Interesting part of indentured labour immigration to different countries is that in Mauritius, Guyana, Trinidad & Tobago, Suriname and Fiji; large number of people went from east Uttar Pradesh (UP) and Bihar, though some from Bengal and south India also went. In South Africa and East Africa, more people from Gujarat and Punjab and South India went. Later in the early twentieth century, Punjabis went as free labour to USA, Canada and UK. While only Mauritius has been able to preserve its Indian demographic and cultural structure, most of the other countries of the Indian Diaspora are now getting mixed and mingled with other Diasporas in terms of language use. Mauritius is still able to preserve Indian languages—Bhojpuri, Hindi, Tamil, Telugu, Marathi and Urdu, where a full fledged department of Indian languages functions in the Mahatma Gandhi Institute, as part of University of Mauritius to teach these languages, apart from Sanskrit. South Indian temples exist as much as other temples in Mauritius and Fiji. Fiji and Suriname are able to preserve Hindi as a common language of all people of Indian descent, but other countries have mostly lost the existence of Indian languages in public life and these may be just surviving in some homes and some religious gatherings. Though large number of Indian indentured labourers returned to India after completion of their term, but more than that stayed back and now after three generations are more, they have become most prosperous in these countries.

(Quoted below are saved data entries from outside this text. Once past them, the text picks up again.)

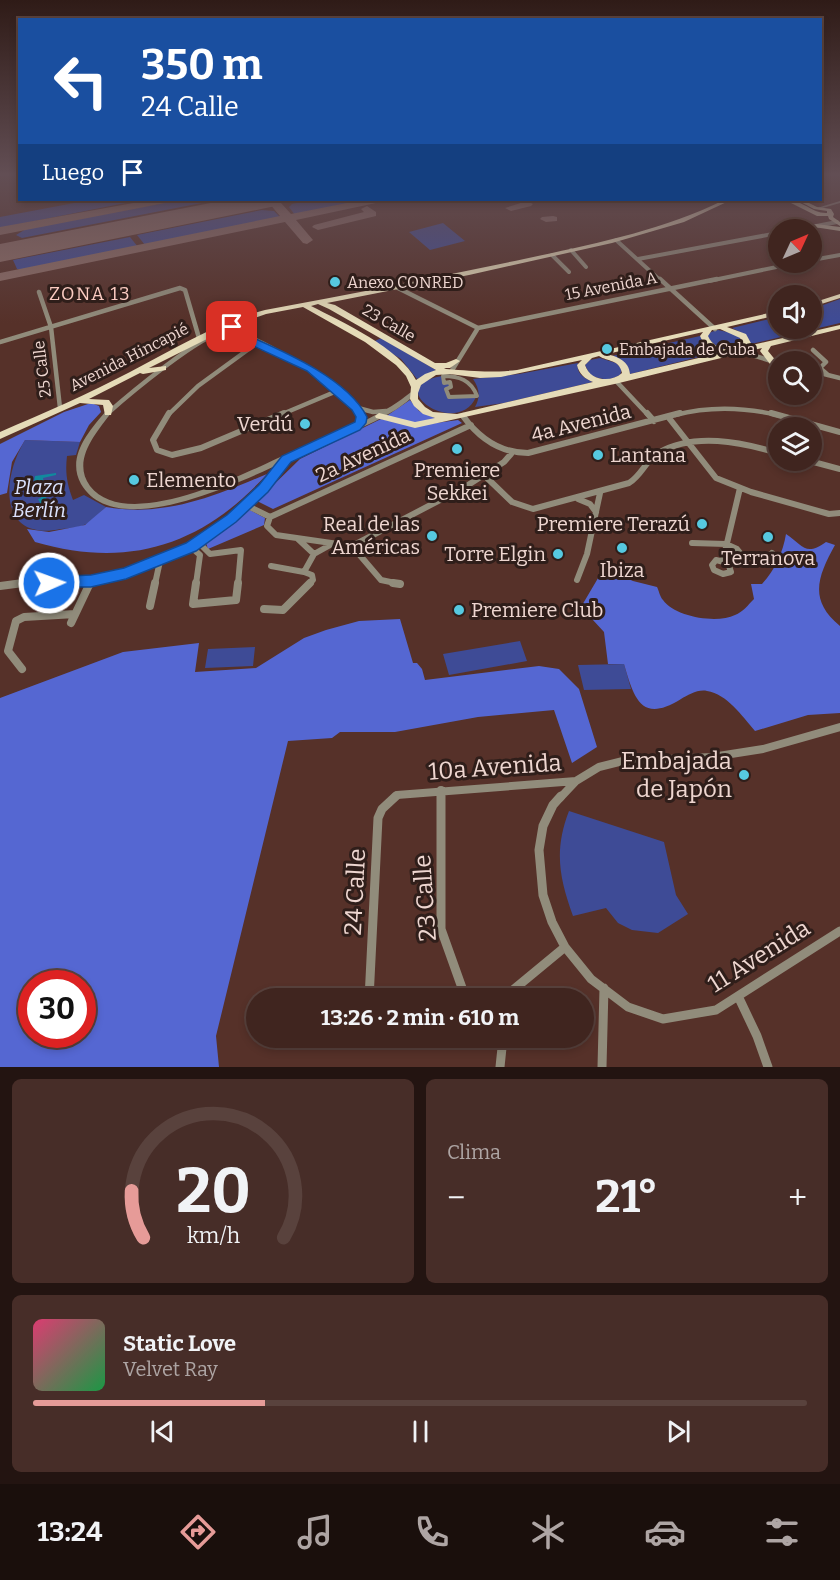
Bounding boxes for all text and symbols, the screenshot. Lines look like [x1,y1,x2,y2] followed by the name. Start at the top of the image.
[141,40,262,90] text: 350 m
[42,42,120,120] icon: left
[141,91,239,123] text: 24 Calle
[116,156,149,189] icon: arrive
[42,159,104,186] text: Luego
[768,219,822,273] north arrow
[768,219,822,471] map controls
[563,268,659,304] street label: 15 Avenida A
[347,273,464,292] place label: Anexo CONRED
[328,275,342,289] marker: Anexo CONRED
[49,283,131,305] district label: ZONA 13
[768,285,822,339] button: sound
[359,300,419,346] street label: 23 Calle
[206,301,257,352] pin
[215,310,248,343] icon: arrive
[66,319,192,395] street label: Avenida Hincapié
[29,339,55,399] street label: 25 Calle
[619,340,756,359] place label: Embajada de Cuba
[600,342,614,356] marker: Embajada de Cuba
[768,351,822,405] button: search
[529,399,633,447] street label: 4a Avenida
[237,412,293,436] place label: Verdú
[298,417,312,431] marker: Verdú
[768,417,822,471] button: layers
[312,423,414,487] street label: 2a Avenida
[450,442,464,456] marker: Premiere Sekkei
[610,443,686,467] place label: Lantana
[591,448,605,462] marker: Lantana
[414,458,500,505] place label: Premiere Sekkei
[146,468,236,492] place label: Elemento
[127,473,141,487] marker: Elemento
[12,475,66,522] park label: Plaza Berlín
[323,512,420,559] place label: Real de las Américas
[537,512,690,536] place label: Premiere Terazú
[695,517,709,531] marker: Premiere Terazú
[425,529,439,543] marker: Real de las Américas
[761,530,775,544] marker: Terranova
[615,541,629,555] marker: Ibiza
[444,542,546,566] place label: Torre Elgin
[721,546,815,570] place label: Terranova
[551,547,565,561] marker: Torre Elgin
[17,551,81,615] position arrow
[599,558,645,582] place label: Ibiza
[471,598,603,622] place label: Premiere Club
[452,603,466,617] marker: Premiere Club
[621,747,732,803] place label: Embajada de Japón
[427,748,563,786] street label: 10a Avenida
[737,768,751,782] marker: Embajada de Japón
[339,848,371,936] street label: 24 Calle
[408,854,442,942] street label: 23 Calle
[703,914,815,998] street label: 11 Avenida
[18,970,96,1048] speed limit sign: 30
[321,1004,519,1031] text: 13:26 · 2 min · 610 m
[447,1140,501,1164] text: Clima
[176,1154,250,1229] text: 20
[595,1170,658,1224] text: 21°
[447,1178,465,1218] text: −
[788,1178,807,1218] text: +
[186,1223,240,1249] text: km/h
[123,1330,236,1357] text: Static Love
[123,1357,218,1381] text: Velvet Ray
[146,1415,179,1448] icon: previous
[404,1415,437,1448] icon: pause
[662,1415,695,1448] icon: next
[177,1511,219,1553] icon: directions
[294,1511,336,1553] icon: music
[411,1511,453,1553] icon: phone
[527,1511,569,1553] icon: climate
[644,1511,686,1553] icon: car
[761,1511,803,1553] icon: filters
[37,1516,103,1548] text: 13:24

The celebration of Indian Arrival day started in these countries, after Indian descent people became prosperous and started sharing political power as part of ruling classes. Mauritius, from the very beginning had Indian descent people in political power. After Shiv Sagar Ramgoolam, Dr. Anerood Jugannath and Dr. Naveen Chander Ramgoolam(son of Shiv Sagar Ramgoolam) are sharing power, though being in different parties. In Trinidad & Tobago, after Basdeo Pandey remained Prime Minister in 1997 period, now Kamla Prasad Bissesar of Indian descent is Prime Minister since 2010. In Guyana Dr. Cheddi Jagan , a Marxist of Indian descent had been most popular leader of the country, remaining Prime Minister and President for many years. Bharat Jagdeo of Indian descent, from Cheddi Jagan’s People’s Progressive Party (PPP) is President of the country since last almost a dozen years and his successor is likely to be again of Indian descent, Donald Ramoutar of the same party, when the elections are held this November. In Fiji, Mahendra Chaudhary from Rohtak background family was the fourth Prime Minister of the country for short period. Suriname also had Indian descent Presidents of the country like Fred Ramdutt Misier during 1982-88 and Ramsewak Shankar during 1988-90. Jules Ajodhia had been Vice President during 1991 and 2000-2005, while Pretaap Radhakishun remained Vice President during 1996-2000, Ramdin Sarjue remained Vice President during 2005-2010. Surinamese Vice President is equal to Prime Minister’s position and chairs the Cabinet meetings; the post was created after the abolition of Prime Minister’s post in 1987. Pretaap Radhakaishun remained Prime Minister of Suriname, the only Indian descent person to hold the post, for a brief period during 1986-87. However it was in Jaggernath Lachmon, a former speaker of National Assembly or Parliament with 50 members, Suriname had a strong leader of Indian descent people, whose statue finds a pride place in Independent square of Paramaribo, capital of Suriname. New Zealand had its Governor General Anand Satyanand from Indo-Fijian background. There have been ministers in many countries from Indian descent people in South Africa, Malaysia, Singapore, Tanzania, Zambia etc.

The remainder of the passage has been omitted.